SAGE appears to have had its own initiation procedure as Hamilton later recalled:

What they used to do when you came into this organization as a beginner, was to assign you this program which nobody was able to ever figure out or get to run. When I was the beginner they gave it to me as well. And what had happened was it was tricky programming, and the person who wrote it took delight in the fact that all of his comments were in Greek and Latin. So I was assigned this program and I actually got it to work. It even printed out its answers in Latin and Greek. I was the first one to get it to work.

The SAGE project also set Hamilton on her career-long mission to discover what causes errors and how to avoid them, as she revealed in the Futurism interview:

SAGE was one of the first jumping off points where I became interested in the subject of software reliability.  When the computer crashed during the execution of your program, there was no hiding. Lights would be flashing, bells would be ringing and everyone, the developers and computer operators, would come running to find out whose program was doing something bad to the system.

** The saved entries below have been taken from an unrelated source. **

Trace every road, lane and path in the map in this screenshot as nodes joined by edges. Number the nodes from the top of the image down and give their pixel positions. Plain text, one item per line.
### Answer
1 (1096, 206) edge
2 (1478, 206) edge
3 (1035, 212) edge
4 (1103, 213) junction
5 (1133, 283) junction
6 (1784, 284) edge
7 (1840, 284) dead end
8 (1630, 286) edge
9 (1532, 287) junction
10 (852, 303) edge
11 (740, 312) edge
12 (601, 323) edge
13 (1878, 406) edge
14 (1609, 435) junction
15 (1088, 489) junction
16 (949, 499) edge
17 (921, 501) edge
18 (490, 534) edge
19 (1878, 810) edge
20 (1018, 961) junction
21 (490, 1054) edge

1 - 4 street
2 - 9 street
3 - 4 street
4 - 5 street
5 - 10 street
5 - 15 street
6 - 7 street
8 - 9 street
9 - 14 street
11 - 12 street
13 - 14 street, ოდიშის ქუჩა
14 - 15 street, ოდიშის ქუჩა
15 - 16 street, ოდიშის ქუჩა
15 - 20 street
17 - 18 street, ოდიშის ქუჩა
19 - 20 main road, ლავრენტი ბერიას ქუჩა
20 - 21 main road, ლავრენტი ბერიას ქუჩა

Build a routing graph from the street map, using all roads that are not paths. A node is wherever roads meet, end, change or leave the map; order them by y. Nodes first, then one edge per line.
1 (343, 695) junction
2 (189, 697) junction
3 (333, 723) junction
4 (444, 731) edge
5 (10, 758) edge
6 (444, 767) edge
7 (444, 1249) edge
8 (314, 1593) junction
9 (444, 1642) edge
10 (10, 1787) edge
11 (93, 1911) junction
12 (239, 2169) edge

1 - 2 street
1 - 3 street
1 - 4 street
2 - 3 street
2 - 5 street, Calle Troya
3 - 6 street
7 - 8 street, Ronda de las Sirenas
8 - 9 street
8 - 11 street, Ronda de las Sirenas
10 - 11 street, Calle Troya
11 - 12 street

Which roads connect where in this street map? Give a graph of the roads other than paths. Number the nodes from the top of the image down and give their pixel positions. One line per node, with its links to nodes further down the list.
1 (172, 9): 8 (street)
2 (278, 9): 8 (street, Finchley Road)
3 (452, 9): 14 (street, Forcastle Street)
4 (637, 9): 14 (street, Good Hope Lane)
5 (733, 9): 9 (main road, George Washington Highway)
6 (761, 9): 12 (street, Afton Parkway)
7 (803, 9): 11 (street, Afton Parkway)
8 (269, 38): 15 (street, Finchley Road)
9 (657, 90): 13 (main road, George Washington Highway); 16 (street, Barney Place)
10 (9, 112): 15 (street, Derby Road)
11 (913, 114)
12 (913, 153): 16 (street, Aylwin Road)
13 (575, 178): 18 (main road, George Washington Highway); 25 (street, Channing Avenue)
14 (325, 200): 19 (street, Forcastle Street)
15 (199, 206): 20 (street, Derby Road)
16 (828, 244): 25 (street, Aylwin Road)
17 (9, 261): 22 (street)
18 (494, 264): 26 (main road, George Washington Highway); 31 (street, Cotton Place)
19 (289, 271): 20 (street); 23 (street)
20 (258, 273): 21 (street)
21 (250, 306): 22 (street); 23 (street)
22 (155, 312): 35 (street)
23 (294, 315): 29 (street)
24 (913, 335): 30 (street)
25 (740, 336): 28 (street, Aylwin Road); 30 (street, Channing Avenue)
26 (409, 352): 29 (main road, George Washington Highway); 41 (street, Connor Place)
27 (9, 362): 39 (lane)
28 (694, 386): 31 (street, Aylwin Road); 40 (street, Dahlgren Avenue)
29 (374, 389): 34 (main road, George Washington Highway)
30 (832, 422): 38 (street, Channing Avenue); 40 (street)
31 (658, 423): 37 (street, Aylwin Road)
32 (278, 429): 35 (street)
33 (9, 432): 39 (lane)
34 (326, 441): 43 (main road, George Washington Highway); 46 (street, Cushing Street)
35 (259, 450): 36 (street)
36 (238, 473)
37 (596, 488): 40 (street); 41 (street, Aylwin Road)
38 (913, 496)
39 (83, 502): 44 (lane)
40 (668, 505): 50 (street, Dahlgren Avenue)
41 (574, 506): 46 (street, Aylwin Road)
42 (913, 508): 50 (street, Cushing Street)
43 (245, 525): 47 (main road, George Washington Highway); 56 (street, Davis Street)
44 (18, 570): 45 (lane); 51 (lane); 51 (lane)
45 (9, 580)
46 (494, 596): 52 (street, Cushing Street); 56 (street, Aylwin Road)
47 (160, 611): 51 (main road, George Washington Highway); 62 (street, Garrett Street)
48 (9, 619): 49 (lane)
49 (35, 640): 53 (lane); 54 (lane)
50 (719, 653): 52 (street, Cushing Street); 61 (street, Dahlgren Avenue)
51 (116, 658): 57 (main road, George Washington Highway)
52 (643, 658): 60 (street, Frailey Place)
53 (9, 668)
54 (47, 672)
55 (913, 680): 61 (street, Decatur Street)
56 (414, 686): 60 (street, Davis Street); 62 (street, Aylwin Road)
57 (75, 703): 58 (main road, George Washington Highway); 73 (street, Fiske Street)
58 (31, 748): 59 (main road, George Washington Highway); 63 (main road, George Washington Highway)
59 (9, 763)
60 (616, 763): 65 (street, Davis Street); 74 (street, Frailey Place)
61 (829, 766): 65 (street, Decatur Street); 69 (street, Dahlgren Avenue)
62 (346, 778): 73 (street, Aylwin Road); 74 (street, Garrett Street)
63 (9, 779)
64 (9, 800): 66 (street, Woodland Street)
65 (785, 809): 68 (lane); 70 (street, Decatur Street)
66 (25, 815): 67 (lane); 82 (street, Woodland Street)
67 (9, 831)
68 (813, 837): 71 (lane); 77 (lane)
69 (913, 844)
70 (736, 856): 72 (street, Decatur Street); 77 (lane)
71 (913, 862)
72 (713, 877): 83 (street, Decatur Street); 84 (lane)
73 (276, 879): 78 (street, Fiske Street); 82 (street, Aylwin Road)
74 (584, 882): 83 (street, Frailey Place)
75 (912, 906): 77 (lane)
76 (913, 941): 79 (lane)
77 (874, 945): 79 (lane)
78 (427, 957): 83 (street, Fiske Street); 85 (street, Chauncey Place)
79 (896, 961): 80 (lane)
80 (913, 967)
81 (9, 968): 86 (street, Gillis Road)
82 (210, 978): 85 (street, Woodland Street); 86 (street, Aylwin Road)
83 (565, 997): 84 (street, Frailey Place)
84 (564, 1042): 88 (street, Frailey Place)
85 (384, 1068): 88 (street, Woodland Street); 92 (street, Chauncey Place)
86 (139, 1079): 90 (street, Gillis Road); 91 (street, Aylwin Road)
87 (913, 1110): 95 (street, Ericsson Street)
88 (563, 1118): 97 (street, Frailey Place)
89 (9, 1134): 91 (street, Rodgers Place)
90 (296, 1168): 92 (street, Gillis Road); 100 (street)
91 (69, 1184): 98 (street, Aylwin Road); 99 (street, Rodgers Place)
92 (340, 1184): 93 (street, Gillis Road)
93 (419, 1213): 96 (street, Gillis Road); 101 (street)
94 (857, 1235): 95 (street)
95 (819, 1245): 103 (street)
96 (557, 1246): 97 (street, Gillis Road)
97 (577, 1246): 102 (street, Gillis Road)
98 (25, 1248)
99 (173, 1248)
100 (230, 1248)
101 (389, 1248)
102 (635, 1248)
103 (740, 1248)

The only information the computer provided to the developer for debugging his program was to light up a very large register on the console of the computer, showing the address where the program halted.

When my program was running, it always sounded like the sound of waves on a beautiful seashore, so we all referred to it as the ‘seashore program.’ Until one night at 4 am in the morning when I got a call from one of the computer operators who said something terribly wrong has happened with your program. When I asked him how he knew, he said ‘it no longer sounds like a seashore!’ Now, we had a new way to debug, using sound!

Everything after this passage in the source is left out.